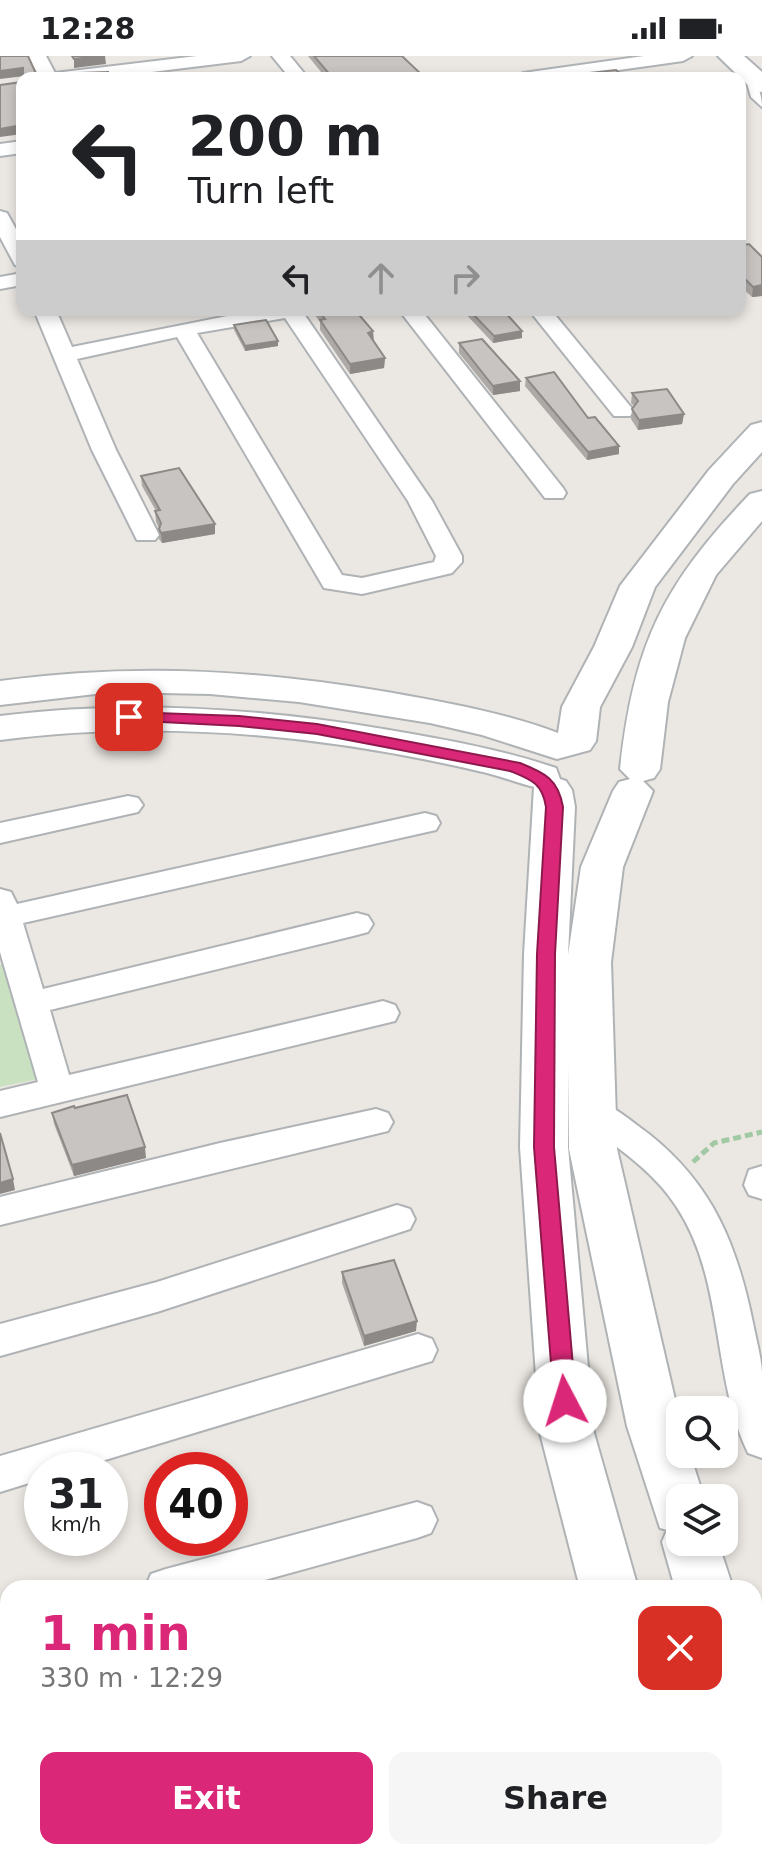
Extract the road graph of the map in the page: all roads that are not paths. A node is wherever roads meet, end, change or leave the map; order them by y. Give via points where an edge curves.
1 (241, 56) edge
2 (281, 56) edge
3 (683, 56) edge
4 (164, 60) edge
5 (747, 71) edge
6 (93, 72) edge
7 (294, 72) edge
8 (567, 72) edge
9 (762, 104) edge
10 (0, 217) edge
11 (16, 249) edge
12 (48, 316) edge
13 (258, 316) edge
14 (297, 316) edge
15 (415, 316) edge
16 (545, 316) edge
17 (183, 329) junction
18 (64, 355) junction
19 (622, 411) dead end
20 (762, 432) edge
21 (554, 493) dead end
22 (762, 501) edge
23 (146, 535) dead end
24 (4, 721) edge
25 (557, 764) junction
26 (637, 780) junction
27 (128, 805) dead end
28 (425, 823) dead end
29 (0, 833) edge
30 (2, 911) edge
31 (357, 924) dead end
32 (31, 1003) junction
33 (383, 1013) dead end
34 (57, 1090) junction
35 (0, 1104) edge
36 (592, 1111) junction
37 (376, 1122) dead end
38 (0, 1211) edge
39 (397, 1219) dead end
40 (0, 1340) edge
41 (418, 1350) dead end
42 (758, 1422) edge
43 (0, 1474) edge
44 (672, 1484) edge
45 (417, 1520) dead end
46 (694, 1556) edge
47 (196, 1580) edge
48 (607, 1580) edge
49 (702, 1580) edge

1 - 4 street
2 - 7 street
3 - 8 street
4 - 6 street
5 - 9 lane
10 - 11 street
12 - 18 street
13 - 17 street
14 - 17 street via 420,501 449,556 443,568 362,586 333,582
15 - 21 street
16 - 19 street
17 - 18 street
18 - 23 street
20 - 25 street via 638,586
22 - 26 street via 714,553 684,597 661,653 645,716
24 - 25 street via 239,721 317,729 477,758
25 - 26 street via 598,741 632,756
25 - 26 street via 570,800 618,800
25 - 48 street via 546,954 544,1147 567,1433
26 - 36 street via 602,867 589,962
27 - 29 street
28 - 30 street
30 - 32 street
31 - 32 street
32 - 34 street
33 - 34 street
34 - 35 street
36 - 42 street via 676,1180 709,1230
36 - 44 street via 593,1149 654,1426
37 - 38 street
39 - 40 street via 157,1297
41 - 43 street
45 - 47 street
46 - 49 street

- - -

ACTION ITEM |
Your answer should reproduce every line of the data verbatim and include no images.

RESPONSE TO THE EXERCISE |
Extract the road graph of the map in the page: all roads that are not paths. A node is wherever roads meet, end, change or leave the map; order them by y. Give via points where an edge curves.
1 (241, 56) edge
2 (281, 56) edge
3 (683, 56) edge
4 (164, 60) edge
5 (747, 71) edge
6 (93, 72) edge
7 (294, 72) edge
8 (567, 72) edge
9 (762, 104) edge
10 (0, 217) edge
11 (16, 249) edge
12 (48, 316) edge
13 (258, 316) edge
14 (297, 316) edge
15 (415, 316) edge
16 (545, 316) edge
17 (183, 329) junction
18 (64, 355) junction
19 (622, 411) dead end
20 (762, 432) edge
21 (554, 493) dead end
22 (762, 501) edge
23 (146, 535) dead end
24 (4, 721) edge
25 (557, 764) junction
26 (637, 780) junction
27 (128, 805) dead end
28 (425, 823) dead end
29 (0, 833) edge
30 (2, 911) edge
31 (357, 924) dead end
32 (31, 1003) junction
33 (383, 1013) dead end
34 (57, 1090) junction
35 (0, 1104) edge
36 (592, 1111) junction
37 (376, 1122) dead end
38 (0, 1211) edge
39 (397, 1219) dead end
40 (0, 1340) edge
41 (418, 1350) dead end
42 (758, 1422) edge
43 (0, 1474) edge
44 (672, 1484) edge
45 (417, 1520) dead end
46 (694, 1556) edge
47 (196, 1580) edge
48 (607, 1580) edge
49 (702, 1580) edge

1 - 4 street
2 - 7 street
3 - 8 street
4 - 6 street
5 - 9 lane
10 - 11 street
12 - 18 street
13 - 17 street
14 - 17 street via 420,501 449,556 443,568 362,586 333,582
15 - 21 street
16 - 19 street
17 - 18 street
18 - 23 street
20 - 25 street via 638,586
22 - 26 street via 714,553 684,597 661,653 645,716
24 - 25 street via 239,721 317,729 477,758
25 - 26 street via 598,741 632,756
25 - 26 street via 570,800 618,800
25 - 48 street via 546,954 544,1147 567,1433
26 - 36 street via 602,867 589,962
27 - 29 street
28 - 30 street
30 - 32 street
31 - 32 street
32 - 34 street
33 - 34 street
34 - 35 street
36 - 42 street via 676,1180 709,1230
36 - 44 street via 593,1149 654,1426
37 - 38 street
39 - 40 street via 157,1297
41 - 43 street
45 - 47 street
46 - 49 street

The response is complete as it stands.